I made this on desmos:
I made it because I wanted to compare and contrast it with the Lorentz boost.
The transformation should move a point to somewhere on the same green curve depending on the parameter $b$. And the red curves get mapped to each other.
How would I write out the transformation in concrete notation, and how would I determine the metric that this transformation preserves? (i.e. lorentz boost preserves the lorentz metric) Minkowski space.
Maybe it doesn't preserve anything $-$ I don't know at the moment. I'm working on an answer.
I will forget about your parameter $s$, since it just scales $b$. So points are of the form: $$ (x,t) = \left(\exp\left({\sqrt{n}e^{b}}\right),\exp\left({\sqrt{n}e^{-b}}\right)\right) $$ If we add a constant $\Delta b$ to $b$, we see that we can write the transformation as: $$ (x, t)\mapsto (x',t') = \left(x^{\exp(\Delta b)}, t^{\exp(-\Delta b)}\right) $$ This transformation maps red curves to each other and points stay on the green curves.
"The metric it preserves" is just that points stay on the green curves. These curves are given by $$ t=\exp\left(\frac{n}{\log x}\right) $$ So if $(x,t)$ satisfies the above for some $n$, then also $t'=\exp\left(\frac{n}{\log x'}\right)$. The interesting thing is that $n$ is constant. We can solve for $n$: $$ n = \log x \cdot\log t $$ This is a preserved quantity of the transformation. I.e. you might say $\log x \log t$ is a preserved metric of $(x,t)$.
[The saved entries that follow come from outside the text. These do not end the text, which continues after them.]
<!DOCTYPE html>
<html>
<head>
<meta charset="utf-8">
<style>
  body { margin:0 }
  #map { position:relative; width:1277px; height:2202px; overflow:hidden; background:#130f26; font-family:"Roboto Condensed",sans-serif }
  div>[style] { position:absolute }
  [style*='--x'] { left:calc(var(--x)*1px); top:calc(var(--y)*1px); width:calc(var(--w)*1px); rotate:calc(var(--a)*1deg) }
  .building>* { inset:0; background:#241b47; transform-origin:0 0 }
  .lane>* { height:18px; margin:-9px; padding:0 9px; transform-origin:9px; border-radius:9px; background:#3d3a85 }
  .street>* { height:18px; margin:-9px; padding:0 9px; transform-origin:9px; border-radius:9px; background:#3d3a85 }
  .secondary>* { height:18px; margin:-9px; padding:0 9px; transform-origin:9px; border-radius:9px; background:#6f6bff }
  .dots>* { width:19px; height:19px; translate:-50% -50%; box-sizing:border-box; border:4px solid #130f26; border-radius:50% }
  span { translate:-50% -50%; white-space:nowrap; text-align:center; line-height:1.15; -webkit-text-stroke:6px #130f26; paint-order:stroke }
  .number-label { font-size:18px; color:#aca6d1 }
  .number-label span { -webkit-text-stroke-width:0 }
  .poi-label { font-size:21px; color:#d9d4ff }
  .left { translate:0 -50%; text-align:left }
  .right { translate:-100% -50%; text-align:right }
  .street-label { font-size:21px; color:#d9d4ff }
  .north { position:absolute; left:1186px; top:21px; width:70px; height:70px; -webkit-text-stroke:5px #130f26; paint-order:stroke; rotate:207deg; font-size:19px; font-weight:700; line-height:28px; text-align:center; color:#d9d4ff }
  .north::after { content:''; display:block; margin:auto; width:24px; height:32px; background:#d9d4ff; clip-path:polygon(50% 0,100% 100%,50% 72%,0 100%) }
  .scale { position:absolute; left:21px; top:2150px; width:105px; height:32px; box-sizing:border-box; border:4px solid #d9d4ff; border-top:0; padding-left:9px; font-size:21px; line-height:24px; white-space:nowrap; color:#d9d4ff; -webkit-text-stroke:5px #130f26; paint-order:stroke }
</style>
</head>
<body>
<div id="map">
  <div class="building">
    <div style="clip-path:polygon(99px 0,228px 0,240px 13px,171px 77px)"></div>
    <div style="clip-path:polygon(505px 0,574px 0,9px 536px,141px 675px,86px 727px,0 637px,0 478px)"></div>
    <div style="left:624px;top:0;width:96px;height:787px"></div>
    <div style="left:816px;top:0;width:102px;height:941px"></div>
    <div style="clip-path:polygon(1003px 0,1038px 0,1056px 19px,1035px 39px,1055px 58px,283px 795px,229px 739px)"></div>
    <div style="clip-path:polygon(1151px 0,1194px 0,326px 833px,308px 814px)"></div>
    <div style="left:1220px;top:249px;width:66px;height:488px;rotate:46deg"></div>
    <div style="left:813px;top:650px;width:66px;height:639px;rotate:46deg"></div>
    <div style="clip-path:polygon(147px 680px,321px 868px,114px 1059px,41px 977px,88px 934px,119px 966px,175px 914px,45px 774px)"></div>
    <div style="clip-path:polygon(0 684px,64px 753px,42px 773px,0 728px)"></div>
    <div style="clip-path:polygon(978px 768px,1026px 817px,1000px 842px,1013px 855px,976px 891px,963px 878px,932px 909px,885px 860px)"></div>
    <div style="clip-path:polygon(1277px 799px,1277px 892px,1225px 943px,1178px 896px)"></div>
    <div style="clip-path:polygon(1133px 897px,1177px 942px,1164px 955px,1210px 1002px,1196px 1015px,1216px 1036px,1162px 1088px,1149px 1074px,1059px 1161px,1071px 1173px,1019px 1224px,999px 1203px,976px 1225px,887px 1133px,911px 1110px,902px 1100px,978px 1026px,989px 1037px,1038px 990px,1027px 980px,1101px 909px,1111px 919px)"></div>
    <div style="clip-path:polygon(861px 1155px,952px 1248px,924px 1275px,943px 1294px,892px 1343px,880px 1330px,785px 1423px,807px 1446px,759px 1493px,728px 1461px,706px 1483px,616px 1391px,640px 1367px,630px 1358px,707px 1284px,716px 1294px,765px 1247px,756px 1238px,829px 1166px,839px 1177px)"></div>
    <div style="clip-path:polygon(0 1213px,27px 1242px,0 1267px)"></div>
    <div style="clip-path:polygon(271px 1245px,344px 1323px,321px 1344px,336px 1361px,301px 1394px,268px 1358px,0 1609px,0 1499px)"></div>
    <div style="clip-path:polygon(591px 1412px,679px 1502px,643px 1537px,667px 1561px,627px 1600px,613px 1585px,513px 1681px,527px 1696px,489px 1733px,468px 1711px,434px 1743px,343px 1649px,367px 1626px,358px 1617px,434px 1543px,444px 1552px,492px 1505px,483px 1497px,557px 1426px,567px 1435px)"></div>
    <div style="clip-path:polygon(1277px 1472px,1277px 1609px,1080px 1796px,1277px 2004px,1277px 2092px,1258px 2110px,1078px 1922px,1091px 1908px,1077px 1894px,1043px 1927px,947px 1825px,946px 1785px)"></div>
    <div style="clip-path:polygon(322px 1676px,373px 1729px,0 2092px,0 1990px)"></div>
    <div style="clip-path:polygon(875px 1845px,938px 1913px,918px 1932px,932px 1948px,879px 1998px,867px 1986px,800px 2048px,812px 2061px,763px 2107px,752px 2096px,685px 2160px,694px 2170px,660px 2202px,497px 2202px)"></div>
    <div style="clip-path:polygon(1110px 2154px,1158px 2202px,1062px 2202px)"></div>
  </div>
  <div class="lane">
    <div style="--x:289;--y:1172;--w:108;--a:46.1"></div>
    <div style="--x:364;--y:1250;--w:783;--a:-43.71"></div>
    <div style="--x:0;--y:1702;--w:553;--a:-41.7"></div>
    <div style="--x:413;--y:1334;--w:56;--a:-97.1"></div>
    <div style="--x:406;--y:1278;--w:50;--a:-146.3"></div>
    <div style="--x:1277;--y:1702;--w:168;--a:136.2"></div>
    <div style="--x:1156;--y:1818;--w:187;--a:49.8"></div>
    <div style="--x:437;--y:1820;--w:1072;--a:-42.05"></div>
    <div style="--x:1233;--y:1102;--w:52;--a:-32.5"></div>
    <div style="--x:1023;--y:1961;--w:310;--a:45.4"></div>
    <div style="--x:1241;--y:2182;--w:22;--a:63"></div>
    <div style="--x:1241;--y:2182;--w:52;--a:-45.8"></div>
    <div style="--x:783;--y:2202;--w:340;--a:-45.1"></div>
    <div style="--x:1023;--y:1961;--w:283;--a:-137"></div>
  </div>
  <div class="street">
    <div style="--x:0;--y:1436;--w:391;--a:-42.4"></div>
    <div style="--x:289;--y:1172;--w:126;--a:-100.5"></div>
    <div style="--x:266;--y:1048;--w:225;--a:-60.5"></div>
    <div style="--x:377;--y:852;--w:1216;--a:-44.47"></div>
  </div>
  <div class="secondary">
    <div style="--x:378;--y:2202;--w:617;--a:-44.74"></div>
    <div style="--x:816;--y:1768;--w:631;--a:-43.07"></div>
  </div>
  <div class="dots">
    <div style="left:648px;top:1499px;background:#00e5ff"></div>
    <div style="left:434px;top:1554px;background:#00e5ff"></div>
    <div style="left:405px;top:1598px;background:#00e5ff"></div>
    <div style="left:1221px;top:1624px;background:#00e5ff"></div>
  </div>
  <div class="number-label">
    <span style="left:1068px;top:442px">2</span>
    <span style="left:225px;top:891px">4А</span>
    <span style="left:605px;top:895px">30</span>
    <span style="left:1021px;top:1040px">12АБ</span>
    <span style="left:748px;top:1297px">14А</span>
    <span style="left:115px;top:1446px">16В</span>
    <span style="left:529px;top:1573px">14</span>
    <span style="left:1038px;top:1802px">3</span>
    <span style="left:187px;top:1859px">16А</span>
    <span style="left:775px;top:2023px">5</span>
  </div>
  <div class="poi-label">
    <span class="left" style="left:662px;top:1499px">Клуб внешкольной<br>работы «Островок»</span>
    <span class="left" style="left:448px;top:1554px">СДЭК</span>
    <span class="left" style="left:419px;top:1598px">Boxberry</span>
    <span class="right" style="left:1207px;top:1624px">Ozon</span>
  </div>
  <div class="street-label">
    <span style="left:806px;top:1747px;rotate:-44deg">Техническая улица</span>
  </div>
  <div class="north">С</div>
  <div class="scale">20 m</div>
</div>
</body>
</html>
NOTE: I worked under the assumption $x>1$, $t>1$. In other regions, you may need to adjust the results.
EDIT, according to the discussion in the comments: Let $$ (z,w) = \frac12(\log x + \log t, \log x - \log t) $$ I.e. we take log and rotate and scale. Then $$ z^2 - w^2 = \log x\log t $$ so $z^2-w^2$ is invariant. With $k=e^{\Delta b}$, the transformation becomes: $$ (z',w') = \frac12\left((k+\tfrac1k)z + (k-\tfrac1k)w, (k-\tfrac1k)z + (k+\tfrac1k)w\right) $$ Finally, if we substitute $1/\sqrt{1-v^2} = (k+k^{-1})/2$, we get: $$ (z',w') = \frac{1}{\sqrt{1-v^2}}\left(z - vw, w- v z\right) $$ which is the Lorentz transformation with $c=1$. If we want to introduce $c$ into the original transformation, we could work backwards from here.